--- START ---

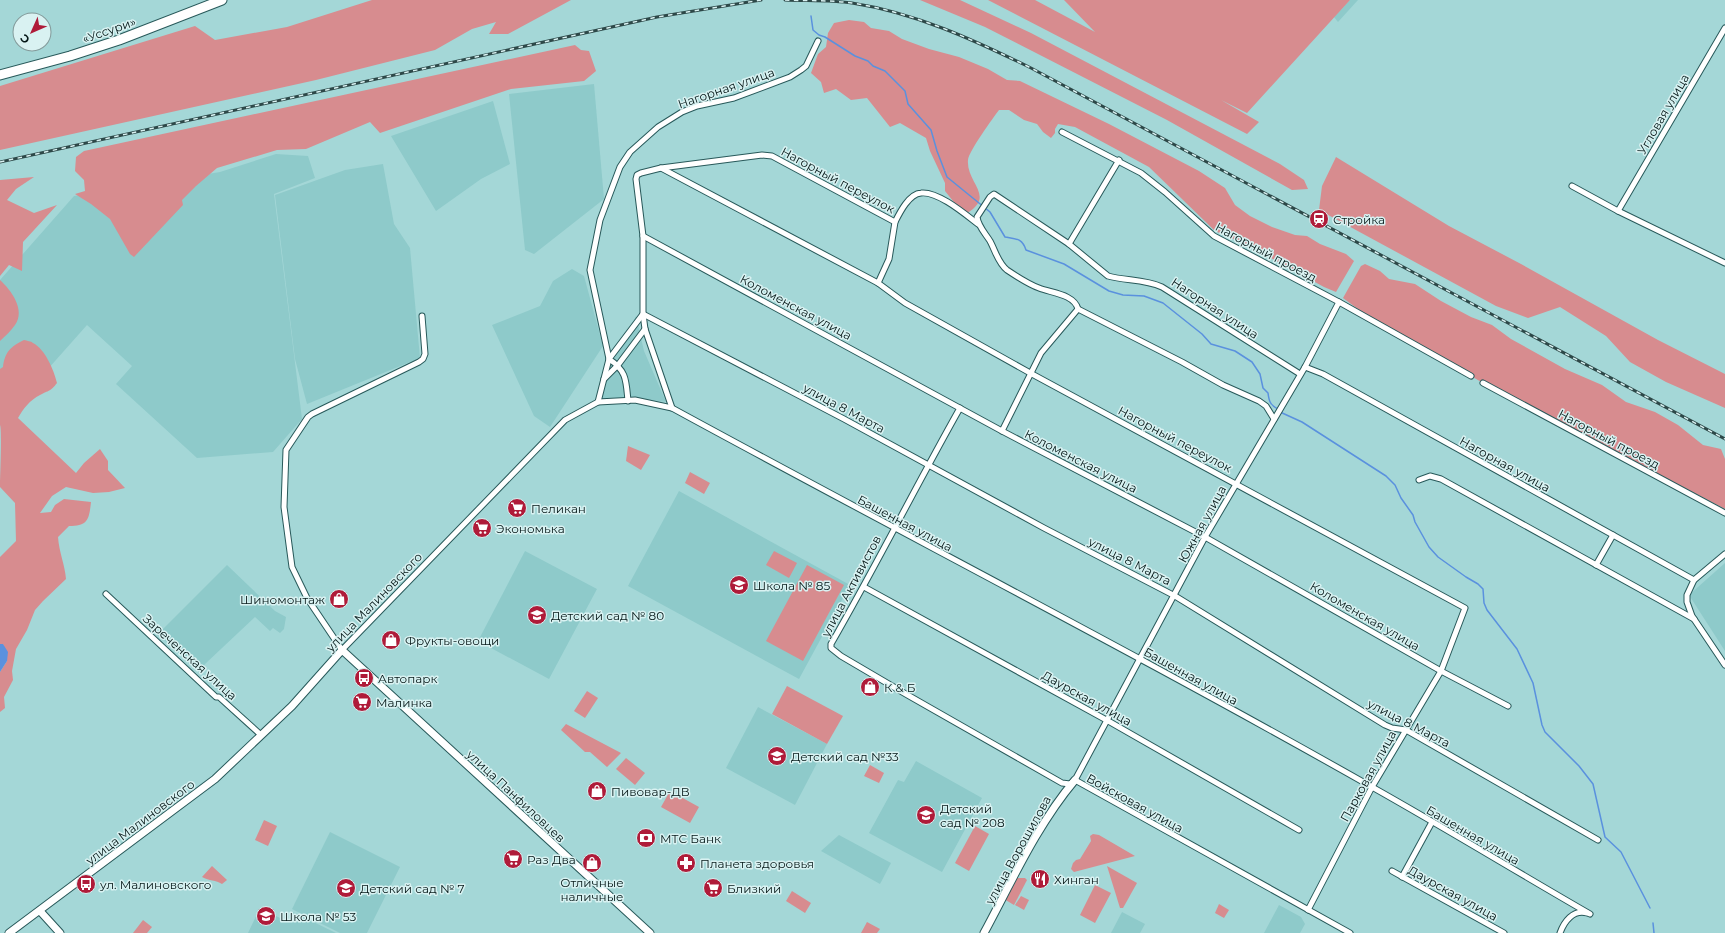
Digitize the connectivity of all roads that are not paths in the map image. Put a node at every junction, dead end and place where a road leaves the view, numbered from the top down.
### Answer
1 (222, 0) edge
2 (1725, 28) edge
3 (818, 41) dead end
4 (0, 75) edge
5 (1062, 132) dead end
6 (1119, 160) junction
7 (661, 168) junction
8 (1572, 186) dead end
9 (1618, 211) junction
10 (895, 222) junction
11 (978, 224) junction
12 (642, 236) junction
13 (1069, 244) junction
14 (1725, 263) edge
15 (878, 283) junction
16 (1339, 302) junction
17 (1078, 309) junction
18 (643, 314) junction
19 (422, 316) dead end
20 (645, 329) junction
21 (609, 359) junction
22 (618, 365) junction
23 (1305, 367) junction
24 (1032, 374) junction
25 (1300, 374) junction
26 (1471, 376) dead end
27 (604, 380) junction
28 (1483, 383) dead end
29 (628, 401) junction
30 (598, 402) junction
31 (672, 408) junction
32 (960, 408) junction
33 (1274, 419) junction
34 (1002, 431) junction
35 (928, 464) junction
36 (776, 465) joint
37 (1419, 480) dead end
38 (1236, 483) junction
39 (1725, 514) edge
40 (893, 528) junction
41 (1613, 535) junction
42 (1205, 537) junction
43 (1725, 554) edge
44 (1596, 565) junction
45 (1694, 580) junction
46 (864, 587) junction
47 (106, 594) dead end
48 (1175, 596) junction
49 (1465, 608) joint
50 (1694, 619) junction
51 (831, 648) joint
52 (342, 650) junction
53 (1140, 660) junction
54 (1725, 665) edge
55 (1441, 671) junction
56 (1508, 706) dead end
57 (1107, 720) junction
58 (1406, 730) junction
59 (261, 736) junction
60 (1075, 780) junction
61 (1372, 787) junction
62 (1432, 822) junction
63 (1299, 830) dead end
64 (1598, 840) dead end
65 (1392, 871) dead end
66 (1402, 877) junction
67 (40, 910) junction
68 (1308, 910) junction
69 (9, 933) edge
70 (60, 933) edge
71 (650, 933) edge
72 (984, 933) edge
73 (1350, 933) edge
74 (1504, 933) edge
75 (1560, 933) edge

1 - 4 highway, «Уссури»
2 - 9 street, Угловая улица
3 - 21 street, Нагорная улица
5 - 6 street, Нагорный проезд
6 - 13 street
6 - 16 street, Нагорный проезд
7 - 10 street, Нагорный переулок
7 - 12 street, Нагорный переулок
7 - 15 street, Нагорный переулок
8 - 9 street
9 - 14 street
10 - 11 street
10 - 15 street, Нагорный переулок
11 - 13 street, Нагорная улица
11 - 17 street
12 - 18 street
12 - 32 street, Коломенская улица
13 - 25 street, Нагорная улица
15 - 24 street, Нагорный переулок
16 - 23 street, Южная улица
16 - 26 street, Нагорный проезд
17 - 24 street
17 - 33 street
18 - 20 street
18 - 21 street
18 - 35 street, улица 8 Марта
19 - 52 street
20 - 22 street
20 - 31 street
21 - 22 street
21 - 27 street, Нагорная улица
22 - 27 street
22 - 29 street
23 - 25 street, Южная улица
23 - 41 street, Нагорная улица
24 - 34 street
24 - 38 street, Нагорный переулок
25 - 33 street, Южная улица
27 - 30 street, Нагорная улица
28 - 39 street, Нагорный проезд
29 - 30 street, улица Малиновского
29 - 31 street, улица Малиновского
30 - 52 street, улица Малиновского
31 - 36 street, улица Малиновского
32 - 34 street, Коломенская улица
32 - 35 street, улица Активистов
33 - 38 street, Южная улица
34 - 42 street, Коломенская улица
35 - 40 street, улица Активистов
35 - 48 street, улица 8 Марта
36 - 40 street, Башенная улица
37 - 44 street
38 - 42 street, Южная улица
38 - 49 street, Нагорный переулок
40 - 46 street, улица Активистов
40 - 53 street, Башенная улица
41 - 44 street
41 - 45 street, Нагорная улица
42 - 48 street, Южная улица
42 - 55 street, Коломенская улица
43 - 45 street
44 - 50 street
45 - 50 street
46 - 51 street, улица Активистов
46 - 57 street, Даурская улица
47 - 59 street, Зареченская улица
48 - 53 street, Южная улица
48 - 58 street, улица 8 Марта
49 - 55 street, Парковая улица
50 - 54 street
51 - 60 street, Войсковая улица
52 - 59 street, улица Малиновского
52 - 71 street, улица Панфиловцев
53 - 57 street, Южная улица
53 - 61 street, Башенная улица
55 - 56 street, Коломенская улица
55 - 58 street, Парковая улица
57 - 60 street, Южная улица
57 - 63 street, Даурская улица
58 - 61 street, Парковая улица
58 - 64 street, улица 8 Марта
59 - 67 street, улица Малиновского
60 - 68 street, Войсковая улица
60 - 72 street, улица Ворошилова
61 - 62 street, Башенная улица
61 - 68 street, Парковая улица
62 - 66 street
62 - 75 street, Башенная улица
65 - 66 street, Даурская улица
66 - 74 street, Даурская улица
67 - 69 street, улица Малиновского
67 - 70 street
68 - 73 street, Войсковая улица

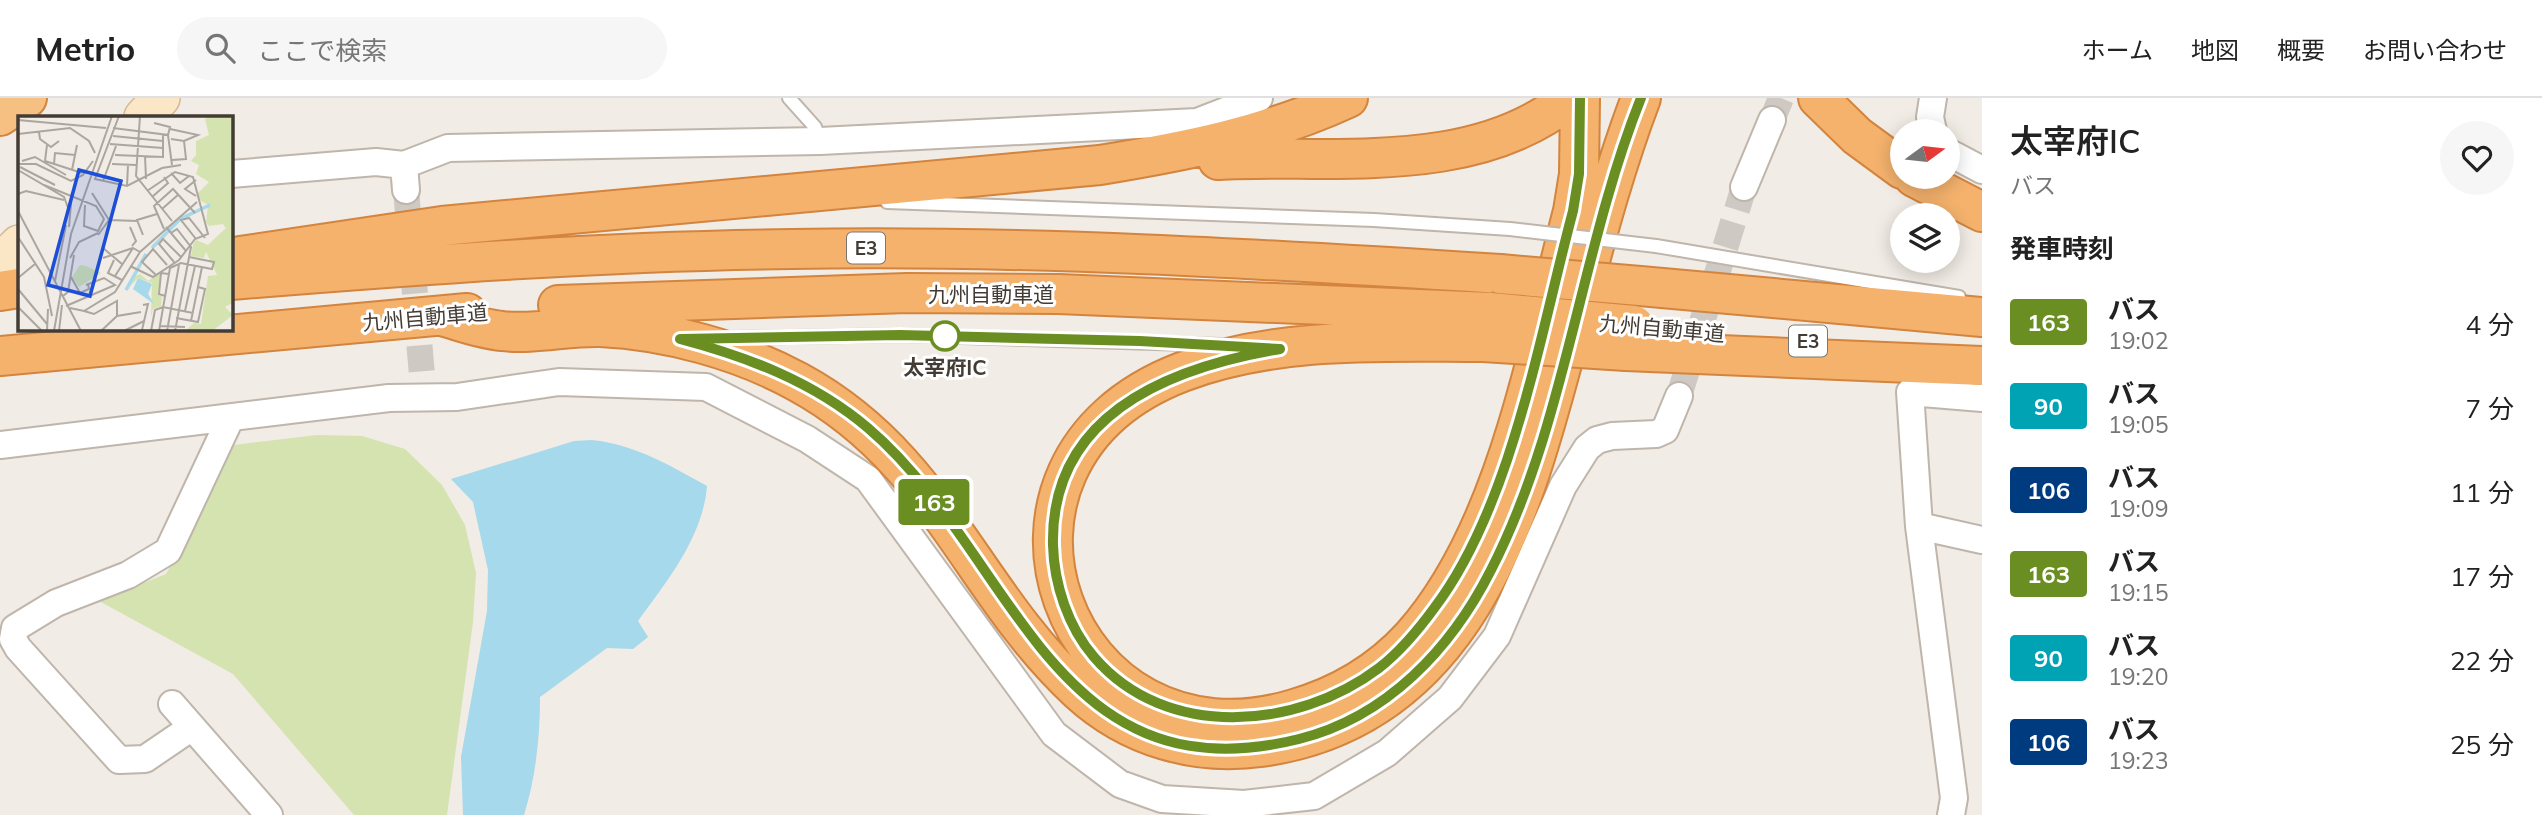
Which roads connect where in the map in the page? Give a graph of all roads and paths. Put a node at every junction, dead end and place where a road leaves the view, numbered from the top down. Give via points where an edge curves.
1 (27, 98) edge
2 (161, 98) edge
3 (789, 98) edge
4 (1259, 98) edge
5 (1348, 98) edge
6 (1570, 98) edge
7 (1580, 98) edge
8 (1641, 98) edge
9 (1818, 98) edge
10 (1933, 98) edge
11 (0, 116) edge
12 (144, 116) edge
13 (1930, 119) edge
14 (1772, 120) tunnel mouth
15 (820, 141) junction
16 (1960, 158) edge
17 (1890, 160) edge
18 (1100, 165) junction
19 (1982, 170) edge
20 (233, 174) edge
21 (1744, 187) tunnel mouth
22 (1937, 189) edge
23 (772, 195) junction
24 (1982, 212) edge
25 (18, 245) edge
26 (233, 257) edge
27 (0, 263) edge
28 (233, 280) edge
29 (18, 288) edge
30 (0, 291) edge
31 (18, 300) edge
32 (0, 302) edge
33 (1975, 307) edge
34 (441, 316) junction
35 (1486, 327) junction
36 (1630, 338) junction
37 (680, 339) junction
38 (1280, 349) junction
39 (0, 356) edge
40 (1982, 358) edge
41 (1982, 366) edge
42 (1679, 396) tunnel mouth
43 (1982, 398) edge
44 (231, 417) junction
45 (0, 445) edge
46 (1919, 526) junction
47 (1982, 540) edge
48 (172, 704) dead end
49 (192, 727) junction
50 (1318, 806) edge
51 (269, 815) edge
52 (1951, 815) edge

1 - 11 highway
2 - 12 main road
3 - 15 lane via 815,127
4 - 15 street via 1197,122
5 - 18 highway via 1242,138
6 - 18 highway via 1538,121 1504,136 1452,150
7 - 38 highway via 1579,174 1573,211 1513,438 1480,528 1437,605 1380,667 1313,704 1247,718 1178,710 1119,681 1076,631 1054,562 1058,497 1083,444 1127,401 1182,372
8 - 37 highway via 1608,196 1526,490 1492,569 1433,657 1379,704 1315,735 1278,744 1208,749 1175,744 1111,715 1053,665 937,505 869,429 795,380
9 - 17 highway
10 - 13 street
14 - 21 street
15 - 20 street via 448,148 405,178 376,162
16 - 19 street
18 - 23 highway
22 - 24 highway
23 - 26 highway via 442,226
23 - 33 lane, bridge via 1510,229 1656,246
25 - 27 main road
28 - 33 highway, 九州自動車道 / E3, bridge via 650,252 862,248 1213,257
29 - 30 highway
31 - 32 highway
34 - 35 highway, 九州自動車道 / E3 via 598,301 907,293 1211,299
34 - 37 highway via 502,331 601,327
34 - 39 highway, 九州自動車道 / E3
35 - 36 highway, 九州自動車道 / E3, bridge
35 - 38 highway
36 - 40 highway, 九州自動車道 / E3
36 - 41 highway
37 - 38 lane via 913,335
42 - 50 street via 1665,430 1597,440 1581,457 1563,486 1497,636 1450,698
43 - 46 street via 1910,392
44 - 45 street
44 - 49 street via 168,551 117,581 56,603 15,628 13,639 120,760 145,759
44 - 50 street via 423,385 457,397 559,382 706,387 807,439 868,479 1054,734 1120,784 1162,799
46 - 47 street
46 - 52 street via 1954,797
48 - 49 street
49 - 51 street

--- END ---

Whenever the string "Даурская" shows up in a line of the entries, copy that line.

46 - 57 street, Даурская улица
57 - 63 street, Даурская улица
65 - 66 street, Даурская улица
66 - 74 street, Даурская улица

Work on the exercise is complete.